PHP Manual wrote:Not all user agents will set this, and some provide the ability to modify HTTP_REFERER as a feature. In short, it cannot really be trusted.

Re: Protecting images by putting them outside the root

Posted: Tue Mar 29, 2011 11:01 am
by Bind
yes captcha would certainly take care of 100% of any abuse, but some might find forced captcha on logins to be prohibatively cumbersome and time consuming to enter, which is why I prefer the HTTP_REFERER method that replicates Apache's HTACCESS's hotlink protection. But hey its your decission - if your members dont mind captcha, use it.

You see, if one of your members tries using your site and stops sending the HTTP_REFERER header, thats fine and it wont really affect your bandwith if they use it on a personal level. Can't really do anything about it anyways (except for captcha).

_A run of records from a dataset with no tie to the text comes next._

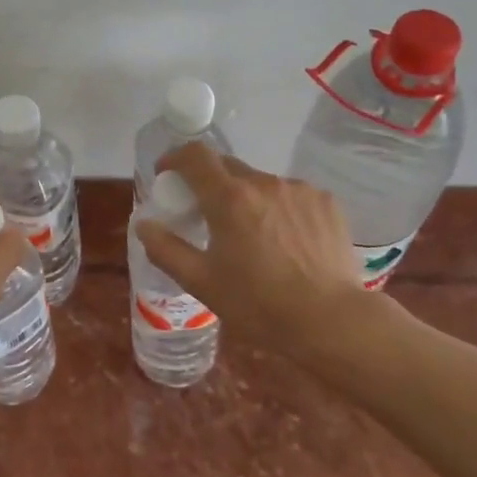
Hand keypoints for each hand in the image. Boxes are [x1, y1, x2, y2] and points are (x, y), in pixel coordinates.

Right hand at [134, 143, 409, 359]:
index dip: (175, 158)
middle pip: (227, 167)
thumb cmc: (259, 304)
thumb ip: (166, 249)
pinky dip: (279, 209)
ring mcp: (299, 189)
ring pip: (260, 183)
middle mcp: (264, 182)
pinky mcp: (326, 202)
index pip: (195, 155)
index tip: (167, 175)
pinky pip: (291, 195)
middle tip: (206, 214)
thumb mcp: (202, 282)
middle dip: (209, 183)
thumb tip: (144, 224)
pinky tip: (286, 242)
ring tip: (253, 236)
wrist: (332, 321)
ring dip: (247, 198)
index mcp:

However, if its a high volume public site, thats a big difference, and since the majority of casual surfers and visitors send the HTTP_REFERER, then it will stop most of the abuse with a very small resource consuption footprint. In fact they wont even hotlink it since the majority of their visitors wont be able to see it - would make them look unprofessional to their members linking an image few can look at without blocking the referer sends.

@greyhoundcode - we are not trusting it - we are trusting that its merely present for the majority of visitors who do send headers - it's values are irrelevent. Visitors who have referer blocked we really cant do anything about, much like HTACCESS referer-based hotlink protection.